Google’s possible tax avoidance row gets bigger, Schmidt criticises politicians

Google’s possible tax avoidance row gets bigger and more heated in the UK as Labour leader Ed Miliband promises action, whilst Google Chief Eric Schmidt criticises UK politicians.

Factually both leaders agree on one issue, international tax reform. Schmidt was quoted as saying he wishes to move the avoidance “away from accusation and toward action” for global firms to be more transparent of their tax structures.

Schmidt acts as an advisor to Chancellor George Osborne, and at a meeting of business leaders led by Conservative Prime Minister David Cameron yesterday, will have likely called for tax reform to be at the top of the next agenda.

Opposition leader Miliband on the other hand states: “Now, what is the politicians' responsibility: change the law. But it is also to talk about the kind of society we want to create and what the responsibilities of a company like Google are.”

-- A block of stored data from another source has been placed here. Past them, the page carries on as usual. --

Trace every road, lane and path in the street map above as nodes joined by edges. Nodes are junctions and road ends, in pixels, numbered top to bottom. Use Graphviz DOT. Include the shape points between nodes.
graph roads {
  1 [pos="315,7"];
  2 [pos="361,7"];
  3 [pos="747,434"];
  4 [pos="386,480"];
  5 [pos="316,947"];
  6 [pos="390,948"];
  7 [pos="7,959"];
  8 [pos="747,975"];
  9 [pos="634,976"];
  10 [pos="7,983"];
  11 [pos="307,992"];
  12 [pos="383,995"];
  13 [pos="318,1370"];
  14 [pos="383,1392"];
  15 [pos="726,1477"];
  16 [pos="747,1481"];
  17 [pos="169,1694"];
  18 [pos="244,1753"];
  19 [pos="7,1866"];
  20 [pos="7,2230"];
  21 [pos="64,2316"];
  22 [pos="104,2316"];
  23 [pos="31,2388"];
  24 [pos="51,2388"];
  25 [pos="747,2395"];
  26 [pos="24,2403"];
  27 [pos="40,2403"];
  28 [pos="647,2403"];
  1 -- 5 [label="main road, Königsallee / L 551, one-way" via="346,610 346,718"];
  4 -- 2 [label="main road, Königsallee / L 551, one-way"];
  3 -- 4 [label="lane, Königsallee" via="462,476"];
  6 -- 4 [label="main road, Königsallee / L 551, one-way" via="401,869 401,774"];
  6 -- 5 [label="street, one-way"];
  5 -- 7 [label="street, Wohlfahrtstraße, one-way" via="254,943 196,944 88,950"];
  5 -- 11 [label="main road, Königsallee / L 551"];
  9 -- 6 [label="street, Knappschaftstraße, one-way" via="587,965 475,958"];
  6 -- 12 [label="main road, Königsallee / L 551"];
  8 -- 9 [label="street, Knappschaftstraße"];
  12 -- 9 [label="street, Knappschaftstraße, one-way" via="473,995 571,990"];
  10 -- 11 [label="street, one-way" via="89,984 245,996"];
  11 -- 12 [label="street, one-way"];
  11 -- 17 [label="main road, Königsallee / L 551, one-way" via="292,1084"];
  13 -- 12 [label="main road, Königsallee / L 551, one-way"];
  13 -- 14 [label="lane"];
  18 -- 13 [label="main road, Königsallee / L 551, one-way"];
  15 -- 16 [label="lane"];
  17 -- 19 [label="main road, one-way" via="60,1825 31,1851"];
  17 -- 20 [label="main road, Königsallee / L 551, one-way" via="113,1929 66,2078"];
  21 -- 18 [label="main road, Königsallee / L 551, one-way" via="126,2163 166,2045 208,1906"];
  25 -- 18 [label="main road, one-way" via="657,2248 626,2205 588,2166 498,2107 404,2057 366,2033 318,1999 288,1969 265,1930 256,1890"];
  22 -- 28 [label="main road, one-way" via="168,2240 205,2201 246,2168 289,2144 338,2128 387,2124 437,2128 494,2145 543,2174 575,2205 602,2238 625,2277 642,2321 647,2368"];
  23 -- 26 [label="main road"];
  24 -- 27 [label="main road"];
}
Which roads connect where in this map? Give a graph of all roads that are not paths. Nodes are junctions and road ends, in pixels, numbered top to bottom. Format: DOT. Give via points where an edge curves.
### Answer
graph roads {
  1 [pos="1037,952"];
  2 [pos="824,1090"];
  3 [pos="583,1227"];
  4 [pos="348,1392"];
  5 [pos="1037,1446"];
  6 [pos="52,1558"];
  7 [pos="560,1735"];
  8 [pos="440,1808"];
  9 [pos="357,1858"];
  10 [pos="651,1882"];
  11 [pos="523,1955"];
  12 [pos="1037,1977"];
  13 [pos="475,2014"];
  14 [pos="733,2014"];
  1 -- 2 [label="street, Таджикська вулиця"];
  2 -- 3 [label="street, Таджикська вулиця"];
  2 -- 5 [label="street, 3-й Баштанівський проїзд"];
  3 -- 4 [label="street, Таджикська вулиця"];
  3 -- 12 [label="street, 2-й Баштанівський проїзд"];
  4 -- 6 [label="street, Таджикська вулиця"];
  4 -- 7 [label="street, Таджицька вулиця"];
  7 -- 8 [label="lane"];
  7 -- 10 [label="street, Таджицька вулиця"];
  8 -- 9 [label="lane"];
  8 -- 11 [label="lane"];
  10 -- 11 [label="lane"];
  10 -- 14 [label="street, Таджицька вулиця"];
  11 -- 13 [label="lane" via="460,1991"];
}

The debate arises over paying only £3.4 million tax from £3.2 billion in sales; Google’s defence being that sales are made from low-tax Ireland.

Around 150 London-based employees’ LinkedIn profiles say differently, with many quoting: "negotiating deals", closing "strategic and revenue deals" and achieving "quarterly sales quotas" as some of their roles.

Former Google executive Barney Jones increases credibility of the issue; in a quote to the Sunday Times saying British taxpayers are being “cheated” by the company.

The question here is: is he just a whistle-blower? Jones led the team now known as ‘Account Strategists’ which would give him some insight to the inner-workings of the company’s sales operations.

He goes on to say: "It [Google] uses a concocted scheme to avoid tax. It’s a smoke-screen to distort where the substance of its economic activity is really taking place."

Google isn’t the only high-profile technology company as of late to be criticised for its tax handling in the UK; it is clearly an urgent matter to be addressed by politicians of current or future parties to prevent further damage to the economy.

Amazon is also under fire, but the tax avoidance is more a “work of art” according to a fantastic article from David Mitchell in The Guardian, with Amazon never having to claim “don’t be evil”, as is Google’s famed slogan.

So is there any respite in sight for Google? Not so easily – the Canadian Competition Bureau is the latest to take a swing with an antitrust probe.

What do you think of Google’s treatment of tax? Do they have a case, or should take responsibility?